_ASSIGNMENT_.
Repeat the records. Each line must match exactly.

*** Opening DATA FOR THIS EXERCISE ***

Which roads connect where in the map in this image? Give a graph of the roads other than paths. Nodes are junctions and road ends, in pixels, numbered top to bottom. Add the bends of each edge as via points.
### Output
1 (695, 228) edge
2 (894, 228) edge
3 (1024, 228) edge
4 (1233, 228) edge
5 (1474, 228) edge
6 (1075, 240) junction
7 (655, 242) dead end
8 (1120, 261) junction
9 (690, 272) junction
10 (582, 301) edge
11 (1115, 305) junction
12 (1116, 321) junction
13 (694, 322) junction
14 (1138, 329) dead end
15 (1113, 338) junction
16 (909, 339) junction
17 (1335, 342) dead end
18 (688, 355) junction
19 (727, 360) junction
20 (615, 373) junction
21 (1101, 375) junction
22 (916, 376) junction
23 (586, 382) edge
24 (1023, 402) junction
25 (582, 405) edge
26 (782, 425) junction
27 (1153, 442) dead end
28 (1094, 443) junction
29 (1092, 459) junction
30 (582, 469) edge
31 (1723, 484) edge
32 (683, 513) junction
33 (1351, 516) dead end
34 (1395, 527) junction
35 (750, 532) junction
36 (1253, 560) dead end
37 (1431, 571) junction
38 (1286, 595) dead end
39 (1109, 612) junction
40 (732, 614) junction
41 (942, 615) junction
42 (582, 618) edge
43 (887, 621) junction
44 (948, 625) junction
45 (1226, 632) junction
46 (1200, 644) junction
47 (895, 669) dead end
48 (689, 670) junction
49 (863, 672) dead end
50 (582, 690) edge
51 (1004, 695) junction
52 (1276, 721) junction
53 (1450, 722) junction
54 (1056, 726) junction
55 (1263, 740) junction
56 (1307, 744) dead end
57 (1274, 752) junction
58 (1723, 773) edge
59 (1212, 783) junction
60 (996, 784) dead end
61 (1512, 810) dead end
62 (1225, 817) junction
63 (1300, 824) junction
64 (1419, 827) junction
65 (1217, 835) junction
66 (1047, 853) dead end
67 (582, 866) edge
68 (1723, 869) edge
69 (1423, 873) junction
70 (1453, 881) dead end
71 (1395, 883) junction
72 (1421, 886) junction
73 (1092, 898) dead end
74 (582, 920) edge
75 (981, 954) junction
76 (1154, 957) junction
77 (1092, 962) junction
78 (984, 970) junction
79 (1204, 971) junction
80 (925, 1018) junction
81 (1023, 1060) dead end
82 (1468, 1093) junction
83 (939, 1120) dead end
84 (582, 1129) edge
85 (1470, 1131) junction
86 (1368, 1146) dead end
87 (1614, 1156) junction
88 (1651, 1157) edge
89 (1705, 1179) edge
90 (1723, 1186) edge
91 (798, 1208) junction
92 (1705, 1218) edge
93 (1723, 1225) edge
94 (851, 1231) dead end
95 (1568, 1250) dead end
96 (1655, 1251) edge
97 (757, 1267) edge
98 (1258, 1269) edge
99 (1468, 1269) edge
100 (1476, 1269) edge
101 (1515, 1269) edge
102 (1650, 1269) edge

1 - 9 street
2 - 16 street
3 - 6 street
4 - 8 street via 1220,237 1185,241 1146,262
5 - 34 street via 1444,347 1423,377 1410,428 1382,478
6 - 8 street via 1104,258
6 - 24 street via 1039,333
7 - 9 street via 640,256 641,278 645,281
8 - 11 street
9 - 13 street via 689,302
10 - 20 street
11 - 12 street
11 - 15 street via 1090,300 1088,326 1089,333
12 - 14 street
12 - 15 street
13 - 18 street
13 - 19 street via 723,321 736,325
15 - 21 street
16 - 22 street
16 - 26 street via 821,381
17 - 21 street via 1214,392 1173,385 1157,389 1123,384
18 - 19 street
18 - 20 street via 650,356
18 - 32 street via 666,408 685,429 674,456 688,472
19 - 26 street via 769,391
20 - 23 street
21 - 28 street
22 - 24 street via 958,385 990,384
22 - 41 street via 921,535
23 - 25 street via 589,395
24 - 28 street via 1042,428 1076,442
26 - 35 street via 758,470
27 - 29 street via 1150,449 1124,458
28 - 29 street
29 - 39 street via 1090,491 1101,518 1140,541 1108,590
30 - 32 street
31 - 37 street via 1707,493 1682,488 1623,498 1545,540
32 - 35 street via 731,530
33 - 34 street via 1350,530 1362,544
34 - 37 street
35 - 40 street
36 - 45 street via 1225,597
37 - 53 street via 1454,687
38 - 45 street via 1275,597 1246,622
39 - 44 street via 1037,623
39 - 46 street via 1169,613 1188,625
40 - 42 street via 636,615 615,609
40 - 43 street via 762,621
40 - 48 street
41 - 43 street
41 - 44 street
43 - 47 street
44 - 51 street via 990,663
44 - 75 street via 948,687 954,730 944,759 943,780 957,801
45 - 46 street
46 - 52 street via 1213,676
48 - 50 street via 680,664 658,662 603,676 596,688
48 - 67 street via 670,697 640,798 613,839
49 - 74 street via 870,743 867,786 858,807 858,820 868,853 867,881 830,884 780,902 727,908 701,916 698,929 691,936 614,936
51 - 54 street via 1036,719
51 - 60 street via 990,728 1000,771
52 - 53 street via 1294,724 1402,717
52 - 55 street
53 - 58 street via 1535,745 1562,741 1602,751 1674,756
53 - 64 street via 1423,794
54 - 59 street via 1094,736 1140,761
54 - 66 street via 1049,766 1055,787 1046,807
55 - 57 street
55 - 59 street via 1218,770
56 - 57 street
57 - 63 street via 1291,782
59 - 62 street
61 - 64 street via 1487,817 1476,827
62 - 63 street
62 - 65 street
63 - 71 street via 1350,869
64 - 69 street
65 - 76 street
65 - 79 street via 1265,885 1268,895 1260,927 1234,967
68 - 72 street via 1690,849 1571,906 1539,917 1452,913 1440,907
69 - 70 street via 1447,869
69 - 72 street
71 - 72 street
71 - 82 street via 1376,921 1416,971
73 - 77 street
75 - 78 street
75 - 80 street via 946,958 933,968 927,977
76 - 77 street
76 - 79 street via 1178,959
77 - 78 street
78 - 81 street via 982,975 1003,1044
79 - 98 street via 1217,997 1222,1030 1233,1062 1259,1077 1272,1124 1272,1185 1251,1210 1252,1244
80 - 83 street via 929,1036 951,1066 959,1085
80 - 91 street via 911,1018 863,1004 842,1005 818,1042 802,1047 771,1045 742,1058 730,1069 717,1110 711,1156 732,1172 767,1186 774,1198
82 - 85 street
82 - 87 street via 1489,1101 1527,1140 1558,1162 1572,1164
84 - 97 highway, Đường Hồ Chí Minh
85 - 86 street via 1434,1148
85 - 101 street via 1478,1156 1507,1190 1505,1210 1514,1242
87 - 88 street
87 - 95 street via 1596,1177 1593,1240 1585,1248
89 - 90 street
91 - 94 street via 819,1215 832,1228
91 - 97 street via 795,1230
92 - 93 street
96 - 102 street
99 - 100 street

*** Closing DATA FOR THIS EXERCISE ***

_COMPLETED TASK_.
Which roads connect where in the map in this image? Give a graph of the roads other than paths. Nodes are junctions and road ends, in pixels, numbered top to bottom. Add the bends of each edge as via points.
### Output
1 (695, 228) edge
2 (894, 228) edge
3 (1024, 228) edge
4 (1233, 228) edge
5 (1474, 228) edge
6 (1075, 240) junction
7 (655, 242) dead end
8 (1120, 261) junction
9 (690, 272) junction
10 (582, 301) edge
11 (1115, 305) junction
12 (1116, 321) junction
13 (694, 322) junction
14 (1138, 329) dead end
15 (1113, 338) junction
16 (909, 339) junction
17 (1335, 342) dead end
18 (688, 355) junction
19 (727, 360) junction
20 (615, 373) junction
21 (1101, 375) junction
22 (916, 376) junction
23 (586, 382) edge
24 (1023, 402) junction
25 (582, 405) edge
26 (782, 425) junction
27 (1153, 442) dead end
28 (1094, 443) junction
29 (1092, 459) junction
30 (582, 469) edge
31 (1723, 484) edge
32 (683, 513) junction
33 (1351, 516) dead end
34 (1395, 527) junction
35 (750, 532) junction
36 (1253, 560) dead end
37 (1431, 571) junction
38 (1286, 595) dead end
39 (1109, 612) junction
40 (732, 614) junction
41 (942, 615) junction
42 (582, 618) edge
43 (887, 621) junction
44 (948, 625) junction
45 (1226, 632) junction
46 (1200, 644) junction
47 (895, 669) dead end
48 (689, 670) junction
49 (863, 672) dead end
50 (582, 690) edge
51 (1004, 695) junction
52 (1276, 721) junction
53 (1450, 722) junction
54 (1056, 726) junction
55 (1263, 740) junction
56 (1307, 744) dead end
57 (1274, 752) junction
58 (1723, 773) edge
59 (1212, 783) junction
60 (996, 784) dead end
61 (1512, 810) dead end
62 (1225, 817) junction
63 (1300, 824) junction
64 (1419, 827) junction
65 (1217, 835) junction
66 (1047, 853) dead end
67 (582, 866) edge
68 (1723, 869) edge
69 (1423, 873) junction
70 (1453, 881) dead end
71 (1395, 883) junction
72 (1421, 886) junction
73 (1092, 898) dead end
74 (582, 920) edge
75 (981, 954) junction
76 (1154, 957) junction
77 (1092, 962) junction
78 (984, 970) junction
79 (1204, 971) junction
80 (925, 1018) junction
81 (1023, 1060) dead end
82 (1468, 1093) junction
83 (939, 1120) dead end
84 (582, 1129) edge
85 (1470, 1131) junction
86 (1368, 1146) dead end
87 (1614, 1156) junction
88 (1651, 1157) edge
89 (1705, 1179) edge
90 (1723, 1186) edge
91 (798, 1208) junction
92 (1705, 1218) edge
93 (1723, 1225) edge
94 (851, 1231) dead end
95 (1568, 1250) dead end
96 (1655, 1251) edge
97 (757, 1267) edge
98 (1258, 1269) edge
99 (1468, 1269) edge
100 (1476, 1269) edge
101 (1515, 1269) edge
102 (1650, 1269) edge

1 - 9 street
2 - 16 street
3 - 6 street
4 - 8 street via 1220,237 1185,241 1146,262
5 - 34 street via 1444,347 1423,377 1410,428 1382,478
6 - 8 street via 1104,258
6 - 24 street via 1039,333
7 - 9 street via 640,256 641,278 645,281
8 - 11 street
9 - 13 street via 689,302
10 - 20 street
11 - 12 street
11 - 15 street via 1090,300 1088,326 1089,333
12 - 14 street
12 - 15 street
13 - 18 street
13 - 19 street via 723,321 736,325
15 - 21 street
16 - 22 street
16 - 26 street via 821,381
17 - 21 street via 1214,392 1173,385 1157,389 1123,384
18 - 19 street
18 - 20 street via 650,356
18 - 32 street via 666,408 685,429 674,456 688,472
19 - 26 street via 769,391
20 - 23 street
21 - 28 street
22 - 24 street via 958,385 990,384
22 - 41 street via 921,535
23 - 25 street via 589,395
24 - 28 street via 1042,428 1076,442
26 - 35 street via 758,470
27 - 29 street via 1150,449 1124,458
28 - 29 street
29 - 39 street via 1090,491 1101,518 1140,541 1108,590
30 - 32 street
31 - 37 street via 1707,493 1682,488 1623,498 1545,540
32 - 35 street via 731,530
33 - 34 street via 1350,530 1362,544
34 - 37 street
35 - 40 street
36 - 45 street via 1225,597
37 - 53 street via 1454,687
38 - 45 street via 1275,597 1246,622
39 - 44 street via 1037,623
39 - 46 street via 1169,613 1188,625
40 - 42 street via 636,615 615,609
40 - 43 street via 762,621
40 - 48 street
41 - 43 street
41 - 44 street
43 - 47 street
44 - 51 street via 990,663
44 - 75 street via 948,687 954,730 944,759 943,780 957,801
45 - 46 street
46 - 52 street via 1213,676
48 - 50 street via 680,664 658,662 603,676 596,688
48 - 67 street via 670,697 640,798 613,839
49 - 74 street via 870,743 867,786 858,807 858,820 868,853 867,881 830,884 780,902 727,908 701,916 698,929 691,936 614,936
51 - 54 street via 1036,719
51 - 60 street via 990,728 1000,771
52 - 53 street via 1294,724 1402,717
52 - 55 street
53 - 58 street via 1535,745 1562,741 1602,751 1674,756
53 - 64 street via 1423,794
54 - 59 street via 1094,736 1140,761
54 - 66 street via 1049,766 1055,787 1046,807
55 - 57 street
55 - 59 street via 1218,770
56 - 57 street
57 - 63 street via 1291,782
59 - 62 street
61 - 64 street via 1487,817 1476,827
62 - 63 street
62 - 65 street
63 - 71 street via 1350,869
64 - 69 street
65 - 76 street
65 - 79 street via 1265,885 1268,895 1260,927 1234,967
68 - 72 street via 1690,849 1571,906 1539,917 1452,913 1440,907
69 - 70 street via 1447,869
69 - 72 street
71 - 72 street
71 - 82 street via 1376,921 1416,971
73 - 77 street
75 - 78 street
75 - 80 street via 946,958 933,968 927,977
76 - 77 street
76 - 79 street via 1178,959
77 - 78 street
78 - 81 street via 982,975 1003,1044
79 - 98 street via 1217,997 1222,1030 1233,1062 1259,1077 1272,1124 1272,1185 1251,1210 1252,1244
80 - 83 street via 929,1036 951,1066 959,1085
80 - 91 street via 911,1018 863,1004 842,1005 818,1042 802,1047 771,1045 742,1058 730,1069 717,1110 711,1156 732,1172 767,1186 774,1198
82 - 85 street
82 - 87 street via 1489,1101 1527,1140 1558,1162 1572,1164
84 - 97 highway, Đường Hồ Chí Minh
85 - 86 street via 1434,1148
85 - 101 street via 1478,1156 1507,1190 1505,1210 1514,1242
87 - 88 street
87 - 95 street via 1596,1177 1593,1240 1585,1248
89 - 90 street
91 - 94 street via 819,1215 832,1228
91 - 97 street via 795,1230
92 - 93 street
96 - 102 street
99 - 100 street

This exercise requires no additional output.